==== DATASET RECORDS
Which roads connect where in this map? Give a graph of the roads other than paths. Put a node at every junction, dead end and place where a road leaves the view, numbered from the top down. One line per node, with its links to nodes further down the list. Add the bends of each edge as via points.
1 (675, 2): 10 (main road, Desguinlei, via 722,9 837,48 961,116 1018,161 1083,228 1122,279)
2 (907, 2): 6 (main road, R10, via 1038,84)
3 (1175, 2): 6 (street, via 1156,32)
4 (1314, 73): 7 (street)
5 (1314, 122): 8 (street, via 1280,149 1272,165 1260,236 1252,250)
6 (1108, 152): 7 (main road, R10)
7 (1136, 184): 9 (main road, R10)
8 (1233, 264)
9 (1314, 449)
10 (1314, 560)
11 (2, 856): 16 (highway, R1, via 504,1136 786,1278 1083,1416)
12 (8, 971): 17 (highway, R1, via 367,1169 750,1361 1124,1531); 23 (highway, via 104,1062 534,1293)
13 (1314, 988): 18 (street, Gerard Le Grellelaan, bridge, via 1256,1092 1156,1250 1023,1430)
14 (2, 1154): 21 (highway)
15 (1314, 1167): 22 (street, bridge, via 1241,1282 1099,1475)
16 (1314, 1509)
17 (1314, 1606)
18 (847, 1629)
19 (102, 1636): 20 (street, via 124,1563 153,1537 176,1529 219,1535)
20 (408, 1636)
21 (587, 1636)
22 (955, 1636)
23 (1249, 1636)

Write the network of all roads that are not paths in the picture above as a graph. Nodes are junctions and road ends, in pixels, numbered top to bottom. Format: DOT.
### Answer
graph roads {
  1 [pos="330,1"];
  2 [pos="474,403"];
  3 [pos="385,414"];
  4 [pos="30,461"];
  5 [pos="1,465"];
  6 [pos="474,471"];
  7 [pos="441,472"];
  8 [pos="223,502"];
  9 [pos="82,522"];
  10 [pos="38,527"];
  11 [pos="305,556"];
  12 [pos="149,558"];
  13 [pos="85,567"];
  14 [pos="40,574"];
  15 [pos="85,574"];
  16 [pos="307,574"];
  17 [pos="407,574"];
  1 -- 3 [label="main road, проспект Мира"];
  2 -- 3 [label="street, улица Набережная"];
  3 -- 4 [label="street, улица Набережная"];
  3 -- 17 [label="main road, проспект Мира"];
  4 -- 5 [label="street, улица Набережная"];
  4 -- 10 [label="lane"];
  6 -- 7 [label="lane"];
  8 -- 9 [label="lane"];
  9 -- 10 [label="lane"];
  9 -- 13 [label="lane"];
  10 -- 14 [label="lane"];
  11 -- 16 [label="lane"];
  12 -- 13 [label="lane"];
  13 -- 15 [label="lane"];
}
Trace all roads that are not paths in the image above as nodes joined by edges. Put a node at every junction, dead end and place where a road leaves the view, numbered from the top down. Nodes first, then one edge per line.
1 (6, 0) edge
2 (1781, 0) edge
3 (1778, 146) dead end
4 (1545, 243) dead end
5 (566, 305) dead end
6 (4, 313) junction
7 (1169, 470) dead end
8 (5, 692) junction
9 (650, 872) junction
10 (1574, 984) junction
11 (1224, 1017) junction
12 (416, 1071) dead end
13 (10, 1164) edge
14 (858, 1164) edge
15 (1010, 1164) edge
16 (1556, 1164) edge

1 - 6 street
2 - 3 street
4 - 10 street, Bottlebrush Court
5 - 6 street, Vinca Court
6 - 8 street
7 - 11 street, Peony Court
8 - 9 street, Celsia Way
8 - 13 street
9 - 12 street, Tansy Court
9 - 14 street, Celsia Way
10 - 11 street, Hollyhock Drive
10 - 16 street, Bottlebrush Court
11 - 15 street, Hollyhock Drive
========
**AIM OF THE EXERCISE**:
Would you return the full set of entries, unchanged in every detail?

**SOLUTION FOR THIS EXERCISE**:
Which roads connect where in this map? Give a graph of the roads other than paths. Put a node at every junction, dead end and place where a road leaves the view, numbered from the top down. One line per node, with its links to nodes further down the list. Add the bends of each edge as via points.
1 (675, 2): 10 (main road, Desguinlei, via 722,9 837,48 961,116 1018,161 1083,228 1122,279)
2 (907, 2): 6 (main road, R10, via 1038,84)
3 (1175, 2): 6 (street, via 1156,32)
4 (1314, 73): 7 (street)
5 (1314, 122): 8 (street, via 1280,149 1272,165 1260,236 1252,250)
6 (1108, 152): 7 (main road, R10)
7 (1136, 184): 9 (main road, R10)
8 (1233, 264)
9 (1314, 449)
10 (1314, 560)
11 (2, 856): 16 (highway, R1, via 504,1136 786,1278 1083,1416)
12 (8, 971): 17 (highway, R1, via 367,1169 750,1361 1124,1531); 23 (highway, via 104,1062 534,1293)
13 (1314, 988): 18 (street, Gerard Le Grellelaan, bridge, via 1256,1092 1156,1250 1023,1430)
14 (2, 1154): 21 (highway)
15 (1314, 1167): 22 (street, bridge, via 1241,1282 1099,1475)
16 (1314, 1509)
17 (1314, 1606)
18 (847, 1629)
19 (102, 1636): 20 (street, via 124,1563 153,1537 176,1529 219,1535)
20 (408, 1636)
21 (587, 1636)
22 (955, 1636)
23 (1249, 1636)

Write the network of all roads that are not paths in the picture above as a graph. Nodes are junctions and road ends, in pixels, numbered top to bottom. Format: DOT.
### Answer
graph roads {
  1 [pos="330,1"];
  2 [pos="474,403"];
  3 [pos="385,414"];
  4 [pos="30,461"];
  5 [pos="1,465"];
  6 [pos="474,471"];
  7 [pos="441,472"];
  8 [pos="223,502"];
  9 [pos="82,522"];
  10 [pos="38,527"];
  11 [pos="305,556"];
  12 [pos="149,558"];
  13 [pos="85,567"];
  14 [pos="40,574"];
  15 [pos="85,574"];
  16 [pos="307,574"];
  17 [pos="407,574"];
  1 -- 3 [label="main road, проспект Мира"];
  2 -- 3 [label="street, улица Набережная"];
  3 -- 4 [label="street, улица Набережная"];
  3 -- 17 [label="main road, проспект Мира"];
  4 -- 5 [label="street, улица Набережная"];
  4 -- 10 [label="lane"];
  6 -- 7 [label="lane"];
  8 -- 9 [label="lane"];
  9 -- 10 [label="lane"];
  9 -- 13 [label="lane"];
  10 -- 14 [label="lane"];
  11 -- 16 [label="lane"];
  12 -- 13 [label="lane"];
  13 -- 15 [label="lane"];
}
Trace all roads that are not paths in the image above as nodes joined by edges. Put a node at every junction, dead end and place where a road leaves the view, numbered from the top down. Nodes first, then one edge per line.
1 (6, 0) edge
2 (1781, 0) edge
3 (1778, 146) dead end
4 (1545, 243) dead end
5 (566, 305) dead end
6 (4, 313) junction
7 (1169, 470) dead end
8 (5, 692) junction
9 (650, 872) junction
10 (1574, 984) junction
11 (1224, 1017) junction
12 (416, 1071) dead end
13 (10, 1164) edge
14 (858, 1164) edge
15 (1010, 1164) edge
16 (1556, 1164) edge

1 - 6 street
2 - 3 street
4 - 10 street, Bottlebrush Court
5 - 6 street, Vinca Court
6 - 8 street
7 - 11 street, Peony Court
8 - 9 street, Celsia Way
8 - 13 street
9 - 12 street, Tansy Court
9 - 14 street, Celsia Way
10 - 11 street, Hollyhock Drive
10 - 16 street, Bottlebrush Court
11 - 15 street, Hollyhock Drive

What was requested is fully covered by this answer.